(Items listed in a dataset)
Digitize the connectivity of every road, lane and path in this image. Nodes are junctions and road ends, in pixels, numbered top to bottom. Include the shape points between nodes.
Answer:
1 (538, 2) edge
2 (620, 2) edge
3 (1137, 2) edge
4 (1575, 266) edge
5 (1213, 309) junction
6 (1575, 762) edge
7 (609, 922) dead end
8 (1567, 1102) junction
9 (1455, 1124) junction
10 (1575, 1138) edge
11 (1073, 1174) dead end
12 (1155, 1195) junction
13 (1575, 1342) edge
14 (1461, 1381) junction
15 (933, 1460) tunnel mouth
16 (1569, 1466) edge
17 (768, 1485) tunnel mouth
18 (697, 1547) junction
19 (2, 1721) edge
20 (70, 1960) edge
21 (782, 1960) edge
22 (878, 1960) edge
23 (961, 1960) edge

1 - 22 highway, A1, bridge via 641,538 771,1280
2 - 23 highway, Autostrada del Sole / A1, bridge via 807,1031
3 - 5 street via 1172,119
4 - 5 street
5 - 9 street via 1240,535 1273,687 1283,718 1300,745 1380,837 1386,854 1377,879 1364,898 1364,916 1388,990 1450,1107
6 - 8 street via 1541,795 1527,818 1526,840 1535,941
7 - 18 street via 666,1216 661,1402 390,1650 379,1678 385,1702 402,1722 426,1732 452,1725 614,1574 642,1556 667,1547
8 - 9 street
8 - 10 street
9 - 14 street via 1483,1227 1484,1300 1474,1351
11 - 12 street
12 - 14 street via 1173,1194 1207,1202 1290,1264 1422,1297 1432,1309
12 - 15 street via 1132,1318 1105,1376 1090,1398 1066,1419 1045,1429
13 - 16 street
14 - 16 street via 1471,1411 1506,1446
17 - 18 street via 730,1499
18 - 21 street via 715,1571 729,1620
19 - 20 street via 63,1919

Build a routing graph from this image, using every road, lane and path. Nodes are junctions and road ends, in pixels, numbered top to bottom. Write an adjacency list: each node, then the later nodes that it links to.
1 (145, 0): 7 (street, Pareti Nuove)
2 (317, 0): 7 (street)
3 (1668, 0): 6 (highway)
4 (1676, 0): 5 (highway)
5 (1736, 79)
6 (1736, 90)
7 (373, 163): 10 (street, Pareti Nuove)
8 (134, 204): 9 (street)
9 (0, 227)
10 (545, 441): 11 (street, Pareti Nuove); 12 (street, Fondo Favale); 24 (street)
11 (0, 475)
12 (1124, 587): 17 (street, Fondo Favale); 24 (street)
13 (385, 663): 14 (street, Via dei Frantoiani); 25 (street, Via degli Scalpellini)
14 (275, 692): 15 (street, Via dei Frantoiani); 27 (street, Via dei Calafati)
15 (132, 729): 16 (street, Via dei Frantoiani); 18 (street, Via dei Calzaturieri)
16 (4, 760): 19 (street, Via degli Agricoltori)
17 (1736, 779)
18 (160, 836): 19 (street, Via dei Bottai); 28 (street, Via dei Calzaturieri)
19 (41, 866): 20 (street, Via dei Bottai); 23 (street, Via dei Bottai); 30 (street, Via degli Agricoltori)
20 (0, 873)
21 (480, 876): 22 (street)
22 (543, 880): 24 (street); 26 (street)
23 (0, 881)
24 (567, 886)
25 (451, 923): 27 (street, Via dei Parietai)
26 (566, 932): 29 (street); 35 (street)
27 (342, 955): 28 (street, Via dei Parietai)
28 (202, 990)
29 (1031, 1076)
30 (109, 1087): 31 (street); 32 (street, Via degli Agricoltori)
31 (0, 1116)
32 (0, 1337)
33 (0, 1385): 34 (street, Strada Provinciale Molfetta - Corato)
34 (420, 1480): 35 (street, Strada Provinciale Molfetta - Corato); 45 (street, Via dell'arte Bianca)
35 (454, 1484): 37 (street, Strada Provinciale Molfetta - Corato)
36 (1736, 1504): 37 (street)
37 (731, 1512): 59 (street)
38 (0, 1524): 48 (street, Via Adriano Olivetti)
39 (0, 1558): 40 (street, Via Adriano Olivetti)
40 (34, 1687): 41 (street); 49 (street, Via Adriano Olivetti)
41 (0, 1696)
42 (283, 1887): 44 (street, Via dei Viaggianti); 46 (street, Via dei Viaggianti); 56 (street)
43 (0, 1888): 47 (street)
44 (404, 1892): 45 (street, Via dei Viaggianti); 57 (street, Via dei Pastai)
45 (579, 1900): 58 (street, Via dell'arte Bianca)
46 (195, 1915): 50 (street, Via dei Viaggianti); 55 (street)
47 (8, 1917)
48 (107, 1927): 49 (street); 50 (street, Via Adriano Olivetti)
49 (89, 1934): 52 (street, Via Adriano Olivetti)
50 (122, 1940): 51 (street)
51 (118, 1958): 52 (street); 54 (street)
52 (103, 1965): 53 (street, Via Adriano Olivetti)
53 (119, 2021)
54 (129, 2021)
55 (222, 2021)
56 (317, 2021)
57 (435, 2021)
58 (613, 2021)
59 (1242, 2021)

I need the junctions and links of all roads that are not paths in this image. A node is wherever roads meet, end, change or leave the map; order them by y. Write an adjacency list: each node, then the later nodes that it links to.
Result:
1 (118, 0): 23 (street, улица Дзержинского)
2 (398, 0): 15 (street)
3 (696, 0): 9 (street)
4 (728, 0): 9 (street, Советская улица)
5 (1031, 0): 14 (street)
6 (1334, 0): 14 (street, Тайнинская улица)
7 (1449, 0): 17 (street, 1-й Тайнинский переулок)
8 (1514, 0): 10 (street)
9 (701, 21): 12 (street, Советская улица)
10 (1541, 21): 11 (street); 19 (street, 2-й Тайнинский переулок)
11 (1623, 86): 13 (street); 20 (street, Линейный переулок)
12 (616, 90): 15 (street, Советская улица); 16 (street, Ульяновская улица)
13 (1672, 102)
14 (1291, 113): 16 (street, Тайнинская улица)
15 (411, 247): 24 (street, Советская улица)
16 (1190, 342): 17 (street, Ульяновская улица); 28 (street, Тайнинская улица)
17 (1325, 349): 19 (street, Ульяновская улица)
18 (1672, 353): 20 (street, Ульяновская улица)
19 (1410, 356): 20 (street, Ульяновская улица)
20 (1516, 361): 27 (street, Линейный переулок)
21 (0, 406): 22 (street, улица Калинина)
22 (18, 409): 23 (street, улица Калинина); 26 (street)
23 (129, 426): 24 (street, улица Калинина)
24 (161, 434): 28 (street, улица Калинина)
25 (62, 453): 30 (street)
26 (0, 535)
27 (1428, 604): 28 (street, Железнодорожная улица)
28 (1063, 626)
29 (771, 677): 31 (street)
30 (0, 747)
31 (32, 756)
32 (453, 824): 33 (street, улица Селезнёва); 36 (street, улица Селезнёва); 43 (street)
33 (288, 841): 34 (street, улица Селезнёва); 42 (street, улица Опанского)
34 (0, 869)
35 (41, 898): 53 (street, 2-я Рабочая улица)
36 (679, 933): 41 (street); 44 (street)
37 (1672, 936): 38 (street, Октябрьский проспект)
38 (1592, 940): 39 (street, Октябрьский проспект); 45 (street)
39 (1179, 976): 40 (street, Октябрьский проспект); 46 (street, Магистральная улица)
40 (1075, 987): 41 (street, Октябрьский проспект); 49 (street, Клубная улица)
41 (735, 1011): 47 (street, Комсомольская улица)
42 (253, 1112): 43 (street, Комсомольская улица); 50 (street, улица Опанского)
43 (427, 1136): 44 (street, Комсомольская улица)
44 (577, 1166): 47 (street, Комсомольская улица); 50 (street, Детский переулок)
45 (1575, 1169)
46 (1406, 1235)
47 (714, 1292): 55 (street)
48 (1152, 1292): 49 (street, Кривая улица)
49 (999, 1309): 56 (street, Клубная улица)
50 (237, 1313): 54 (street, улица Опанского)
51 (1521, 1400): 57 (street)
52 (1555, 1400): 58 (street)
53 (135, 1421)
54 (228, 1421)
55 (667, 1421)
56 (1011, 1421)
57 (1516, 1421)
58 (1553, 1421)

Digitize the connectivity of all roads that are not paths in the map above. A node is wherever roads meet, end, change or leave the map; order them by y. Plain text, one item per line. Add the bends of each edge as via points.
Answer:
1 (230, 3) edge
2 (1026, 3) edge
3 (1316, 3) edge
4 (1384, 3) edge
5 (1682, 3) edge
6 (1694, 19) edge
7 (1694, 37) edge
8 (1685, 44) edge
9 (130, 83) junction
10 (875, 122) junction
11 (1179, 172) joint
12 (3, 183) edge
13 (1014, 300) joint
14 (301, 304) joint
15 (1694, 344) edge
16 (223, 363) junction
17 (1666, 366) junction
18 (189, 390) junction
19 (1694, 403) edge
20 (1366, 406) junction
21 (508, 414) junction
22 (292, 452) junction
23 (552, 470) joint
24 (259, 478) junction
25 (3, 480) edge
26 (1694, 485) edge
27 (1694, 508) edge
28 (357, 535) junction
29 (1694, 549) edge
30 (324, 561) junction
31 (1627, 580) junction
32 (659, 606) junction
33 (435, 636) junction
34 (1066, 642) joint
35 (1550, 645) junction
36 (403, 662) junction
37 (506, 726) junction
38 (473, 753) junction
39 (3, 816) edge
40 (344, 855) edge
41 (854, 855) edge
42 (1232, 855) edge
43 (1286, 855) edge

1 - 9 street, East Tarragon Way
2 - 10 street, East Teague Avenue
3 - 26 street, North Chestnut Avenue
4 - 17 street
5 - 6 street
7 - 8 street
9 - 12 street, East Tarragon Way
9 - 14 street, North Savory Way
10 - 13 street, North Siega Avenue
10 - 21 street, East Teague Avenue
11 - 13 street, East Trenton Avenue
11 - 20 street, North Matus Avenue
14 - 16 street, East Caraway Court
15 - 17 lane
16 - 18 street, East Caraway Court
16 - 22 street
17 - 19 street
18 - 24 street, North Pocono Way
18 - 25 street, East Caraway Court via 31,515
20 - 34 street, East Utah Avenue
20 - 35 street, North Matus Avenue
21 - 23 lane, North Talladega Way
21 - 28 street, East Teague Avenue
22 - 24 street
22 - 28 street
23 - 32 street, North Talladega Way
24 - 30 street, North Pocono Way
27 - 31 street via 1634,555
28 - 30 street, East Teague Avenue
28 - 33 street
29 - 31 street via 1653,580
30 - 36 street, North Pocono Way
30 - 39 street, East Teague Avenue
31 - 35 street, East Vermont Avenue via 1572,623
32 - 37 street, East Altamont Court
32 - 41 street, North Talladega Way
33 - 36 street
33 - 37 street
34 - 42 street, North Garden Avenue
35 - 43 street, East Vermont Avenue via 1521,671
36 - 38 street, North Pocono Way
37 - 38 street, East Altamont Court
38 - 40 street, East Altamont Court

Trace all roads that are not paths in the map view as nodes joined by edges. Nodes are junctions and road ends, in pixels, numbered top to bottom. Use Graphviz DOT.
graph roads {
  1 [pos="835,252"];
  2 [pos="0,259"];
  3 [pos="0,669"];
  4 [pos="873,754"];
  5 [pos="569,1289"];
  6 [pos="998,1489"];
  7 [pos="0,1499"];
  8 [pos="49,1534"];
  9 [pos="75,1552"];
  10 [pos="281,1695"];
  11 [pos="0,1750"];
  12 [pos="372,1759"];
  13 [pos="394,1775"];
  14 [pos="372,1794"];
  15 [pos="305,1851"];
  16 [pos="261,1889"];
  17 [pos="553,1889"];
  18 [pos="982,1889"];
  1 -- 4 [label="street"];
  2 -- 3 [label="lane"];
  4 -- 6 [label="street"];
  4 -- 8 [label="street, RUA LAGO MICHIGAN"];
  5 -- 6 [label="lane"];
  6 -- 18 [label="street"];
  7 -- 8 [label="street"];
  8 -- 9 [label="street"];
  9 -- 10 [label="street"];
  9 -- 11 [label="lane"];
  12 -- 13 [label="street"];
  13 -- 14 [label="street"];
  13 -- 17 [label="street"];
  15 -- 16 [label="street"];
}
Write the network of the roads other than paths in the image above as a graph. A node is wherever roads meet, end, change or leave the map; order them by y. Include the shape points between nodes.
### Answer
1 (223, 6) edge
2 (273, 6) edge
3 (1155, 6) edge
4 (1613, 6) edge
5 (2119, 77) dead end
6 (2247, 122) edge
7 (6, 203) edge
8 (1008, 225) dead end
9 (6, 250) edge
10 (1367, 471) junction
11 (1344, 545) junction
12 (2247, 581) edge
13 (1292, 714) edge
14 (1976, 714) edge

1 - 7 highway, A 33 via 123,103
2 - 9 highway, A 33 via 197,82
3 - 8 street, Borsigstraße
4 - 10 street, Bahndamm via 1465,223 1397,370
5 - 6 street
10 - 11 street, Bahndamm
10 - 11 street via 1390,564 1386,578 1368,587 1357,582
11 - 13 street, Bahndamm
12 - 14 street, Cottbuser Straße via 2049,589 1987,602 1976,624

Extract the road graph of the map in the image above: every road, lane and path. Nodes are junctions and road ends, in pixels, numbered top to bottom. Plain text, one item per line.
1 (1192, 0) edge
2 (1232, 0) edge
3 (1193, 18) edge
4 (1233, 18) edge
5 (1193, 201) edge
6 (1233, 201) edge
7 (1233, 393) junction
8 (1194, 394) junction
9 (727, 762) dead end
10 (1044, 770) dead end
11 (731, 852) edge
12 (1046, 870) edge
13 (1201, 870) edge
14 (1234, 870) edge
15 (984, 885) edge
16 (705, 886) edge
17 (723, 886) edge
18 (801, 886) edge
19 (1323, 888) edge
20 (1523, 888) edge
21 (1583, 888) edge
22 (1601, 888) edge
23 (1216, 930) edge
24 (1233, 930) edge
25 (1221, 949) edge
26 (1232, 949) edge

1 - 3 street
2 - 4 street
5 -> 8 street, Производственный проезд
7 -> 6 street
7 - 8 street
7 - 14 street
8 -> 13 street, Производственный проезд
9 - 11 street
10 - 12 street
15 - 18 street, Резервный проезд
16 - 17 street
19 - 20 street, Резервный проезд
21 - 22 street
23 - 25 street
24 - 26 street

» **Try it**: Please copy each line of the entries in which the word "Provinciale" shows up.

» **Task output**:
33 (0, 1385): 34 (street, Strada Provinciale Molfetta - Corato)
34 (420, 1480): 35 (street, Strada Provinciale Molfetta - Corato); 45 (street, Via dell'arte Bianca)
35 (454, 1484): 37 (street, Strada Provinciale Molfetta - Corato)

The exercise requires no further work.